Restore execution is destructive/high-impact. Later implementation must include dry-run/preview, explicit confirmation, authorization, audit logging, OperationRun continuity, and post-run evidence.

Customer-Safe Review Notes

Post-restore evidence summaries may be customer/auditor-facing, but raw provider diagnostics and internal remediation notes must remain hidden.

Workspace/Environment Context

Workspace and target environment are always visible. The source backup and affected resource scope must be visible before execution.

Empty / Loading / Error States

Empty state should explain no restore runs exist and show safe prerequisites, not a casual execute CTA. Loading preserves scope. Error state distinguishes validation failure from execution failure.

Accessibility Notes

The safety stepper must expose step state in text. Confirmation copy must be readable before the irreversible action.

Repo-Truth Classification

Target element	Classification	Notes
Restore route family	repo-verified	Route exists, browser fixture blocked.
RestoreRun model and OperationRun relation	repo-verified	Existing model inventory includes RestoreRun and OperationRun.
Safety gate stepper	foundation-only	Required by product safety rules, exact runtime steps need later spec.
Hard confirmation copy	spec-only	Target direction only.
Partial restore conflict model	conceptual-future-state	Must be verified before implementation.

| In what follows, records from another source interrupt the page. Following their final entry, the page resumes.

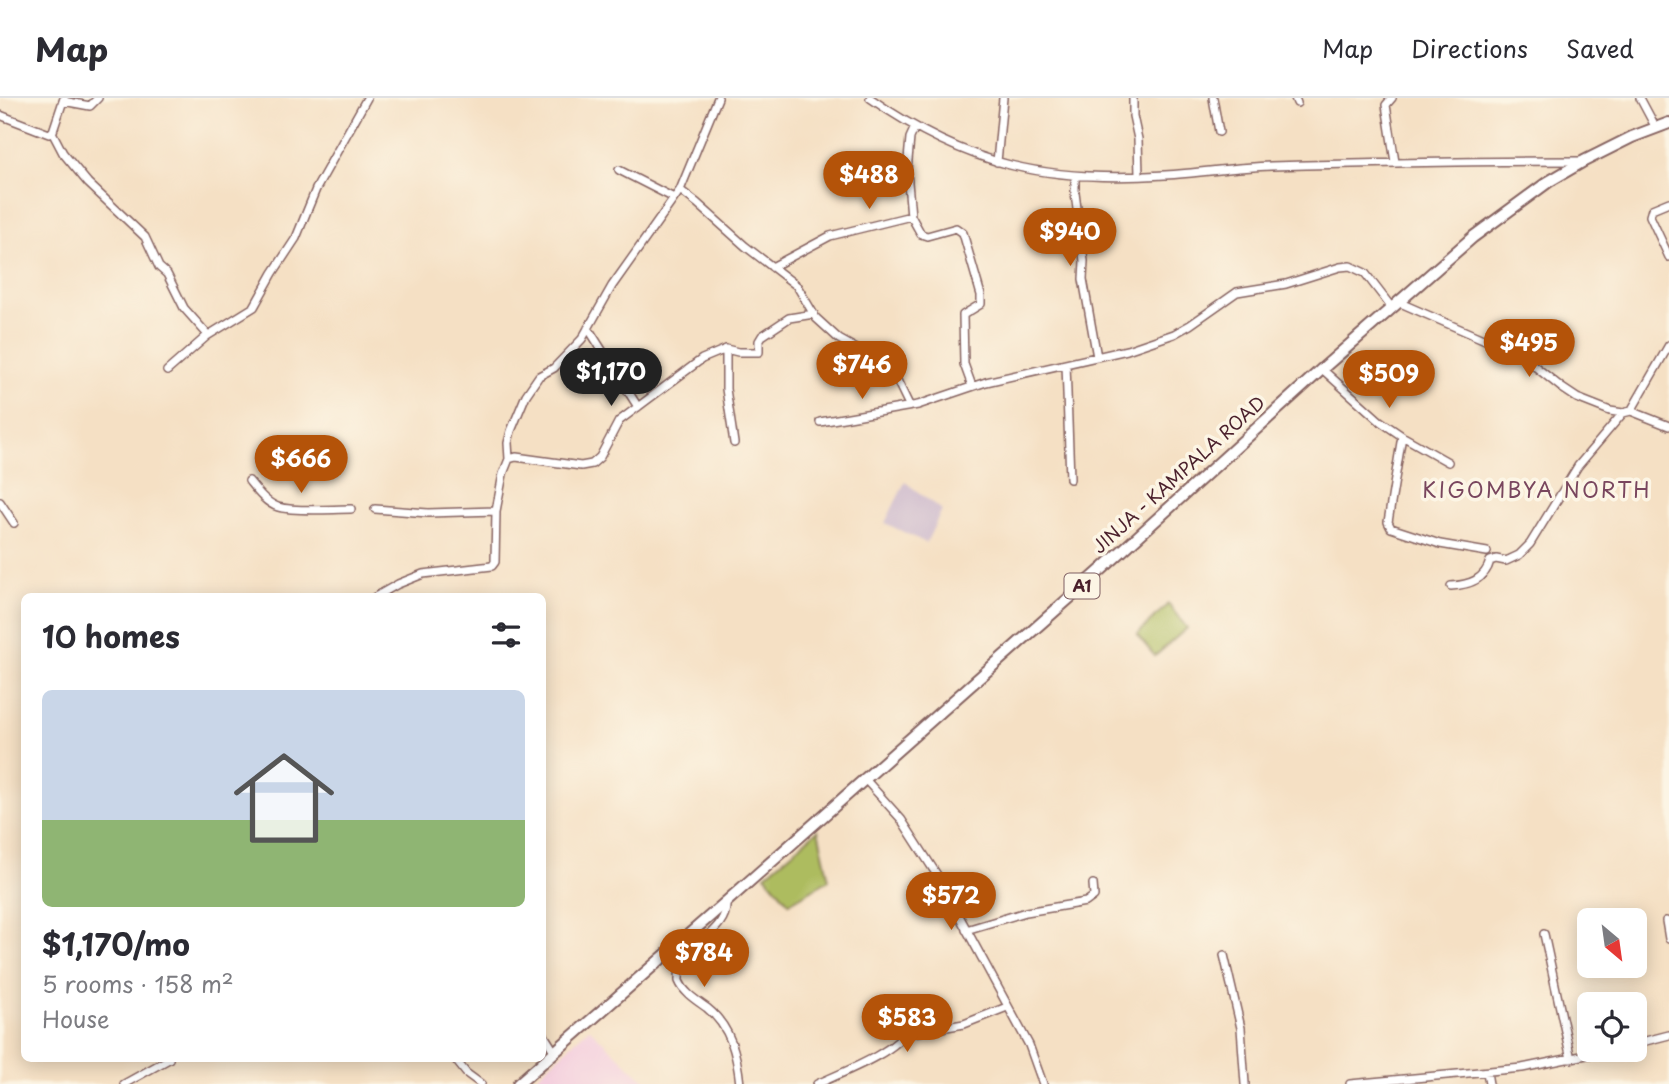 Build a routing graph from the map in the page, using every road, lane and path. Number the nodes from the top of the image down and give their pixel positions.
1 (98, 98) edge
2 (367, 98) edge
3 (718, 98) edge
4 (870, 98) edge
5 (1003, 98) edge
6 (1133, 98) edge
7 (1213, 98) edge
8 (1392, 98) edge
9 (1640, 98) edge
10 (64, 100) edge
11 (0, 115) edge
12 (1669, 123) edge
13 (915, 127) junction
14 (1656, 128) junction
15 (52, 132) junction
16 (1219, 132) dead end
17 (1584, 161) junction
18 (997, 162) junction
19 (1395, 162) junction
20 (619, 170) dead end
21 (1139, 175) junction
22 (1075, 176) junction
23 (680, 190) junction
24 (674, 198) junction
25 (1669, 202) edge
26 (911, 216) junction
27 (1669, 257) edge
28 (772, 267) junction
29 (1395, 305) junction
30 (814, 314) junction
31 (588, 328) junction
32 (208, 335) junction
33 (1669, 345) edge
34 (726, 349) junction
35 (1097, 357) junction
36 (1066, 364) junction
37 (1322, 369) junction
38 (167, 371) dead end
39 (972, 386) junction
40 (909, 405) junction
41 (638, 407) junction
42 (1631, 411) junction
43 (1623, 413) junction
44 (820, 422) dead end
45 (1669, 426) edge
46 (1402, 436) junction
47 (734, 443) dead end
48 (509, 459) junction
49 (1448, 461) dead end
50 (1070, 479) dead end
51 (249, 481) dead end
52 (0, 502) edge
53 (351, 509) dead end
54 (375, 509) dead end
55 (496, 511) junction
56 (14, 523) dead end
57 (1487, 552) dead end
58 (1451, 586) dead end
59 (382, 593) edge
60 (864, 778) junction
61 (1093, 884) dead end
62 (726, 902) junction
63 (1667, 921) dead end
64 (966, 930) junction
65 (1544, 934) dead end
66 (1669, 939) edge
67 (1224, 955) dead end
68 (1007, 1007) junction
69 (880, 1010) dead end
70 (906, 1034) junction
71 (1669, 1035) edge
72 (546, 1038) edge
73 (1647, 1041) edge
74 (554, 1051) junction
75 (546, 1058) edge
76 (1577, 1058) edge
77 (1571, 1059) junction
78 (164, 1062) edge
79 (457, 1062) edge
80 (542, 1062) edge
81 (1488, 1072) junction
82 (124, 1084) edge
83 (481, 1084) edge
84 (518, 1084) edge
85 (740, 1084) edge
86 (817, 1084) edge
87 (1043, 1084) edge
88 (1245, 1084) edge
89 (1350, 1084) edge
90 (1489, 1084) edge

1 - 10 street
2 - 32 street
3 - 23 street
4 - 13 street
5 - 18 street
6 - 21 street
7 - 16 street
8 - 19 street
9 - 14 street
10 - 15 street
11 - 15 street
12 - 14 highway, JINJA - KAMPALA ROAD / A1
13 - 18 street
13 - 26 street
14 - 17 highway, JINJA - KAMPALA ROAD / A1
15 - 32 street
17 - 19 street
17 - 29 highway, JINJA - KAMPALA ROAD / A1
18 - 22 street
19 - 21 street
20 - 24 street
21 - 22 street
22 - 35 street
23 - 24 street
23 - 28 street
24 - 31 street
25 - 27 street
26 - 28 street
26 - 39 street
28 - 30 street
29 - 35 street
29 - 37 highway, JINJA - KAMPALA ROAD / A1
29 - 43 street
30 - 34 street
30 - 40 street
31 - 41 street
31 - 48 street
32 - 38 street
33 - 42 street
34 - 41 street
34 - 47 street
35 - 36 street
36 - 39 street
36 - 50 street
37 - 46 street
37 - 60 highway, JINJA - KAMPALA ROAD / A1
39 - 40 street
40 - 44 street
41 - 48 street
42 - 43 street
42 - 45 street
43 - 58 street
46 - 49 street
46 - 57 street
48 - 55 street
51 - 53 street
52 - 56 street
54 - 55 street
55 - 59 street
60 - 62 highway, JINJA - KAMPALA ROAD / A1
60 - 64 street
61 - 64 street
62 - 74 highway, JINJA - KAMPALA ROAD / A1
62 - 85 street
63 - 66 street
64 - 68 street
65 - 77 street
67 - 88 street
68 - 70 street
68 - 87 street
69 - 70 street
70 - 86 street
71 - 73 street
72 - 74 street
74 - 75 highway, JINJA - KAMPALA ROAD / A1
76 - 77 street
77 - 81 street
78 - 82 street
79 - 83 street
80 - 84 highway, JINJA - KAMPALA ROAD / A1
81 - 89 street
81 - 90 street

Screenshot-Anchored Image Prompt

Start from ui-014-restore-runs.png as blocked current evidence. Create a target design direction, not runtime implementation. Preserve restore execution history and restore-create/view workflow purpose. Show source backup, target environment, mutation scope, safety gates, preview impact, confirmation requirement, OperationRun link, and evidence result. Make restore visibly high-friction. Avoid generic SaaS dashboards, fake compliance claims, green success without verification, placeholder text, casual destructive actions, raw diagnostics by default, and runtime implementation claims.

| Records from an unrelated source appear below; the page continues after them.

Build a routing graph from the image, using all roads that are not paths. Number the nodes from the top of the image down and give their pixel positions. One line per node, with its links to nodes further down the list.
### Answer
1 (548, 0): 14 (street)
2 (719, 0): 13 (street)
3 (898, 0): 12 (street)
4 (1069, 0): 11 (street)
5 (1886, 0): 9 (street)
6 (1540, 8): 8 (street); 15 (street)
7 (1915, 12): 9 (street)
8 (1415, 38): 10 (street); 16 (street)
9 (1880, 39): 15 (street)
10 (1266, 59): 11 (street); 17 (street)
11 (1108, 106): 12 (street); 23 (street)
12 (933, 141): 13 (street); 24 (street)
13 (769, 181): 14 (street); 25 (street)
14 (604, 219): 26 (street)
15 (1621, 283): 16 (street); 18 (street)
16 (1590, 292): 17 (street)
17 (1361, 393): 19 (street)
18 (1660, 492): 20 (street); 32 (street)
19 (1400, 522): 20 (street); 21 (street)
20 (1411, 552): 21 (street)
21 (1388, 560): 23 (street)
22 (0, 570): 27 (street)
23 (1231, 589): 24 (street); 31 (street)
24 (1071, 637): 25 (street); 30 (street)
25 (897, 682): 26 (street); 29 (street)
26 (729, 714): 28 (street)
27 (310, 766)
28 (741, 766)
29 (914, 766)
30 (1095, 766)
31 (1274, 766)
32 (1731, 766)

Implementation Pattern Requirements

• Restore flow uses configuration, safety checks/simulation, preview, hard confirmation, execute, evidence result.
• Authorization and audit are server-side.
• OperationRun continuity is visible but not the only proof.
• Customer-safe post-result summary separates diagnostics.

Later Implementation Candidate

Restore safety UX productization.

Non-Goals For Later Implementation

Do not implement restore execution semantics, provider writes, or compatibility behavior from this target artifact alone.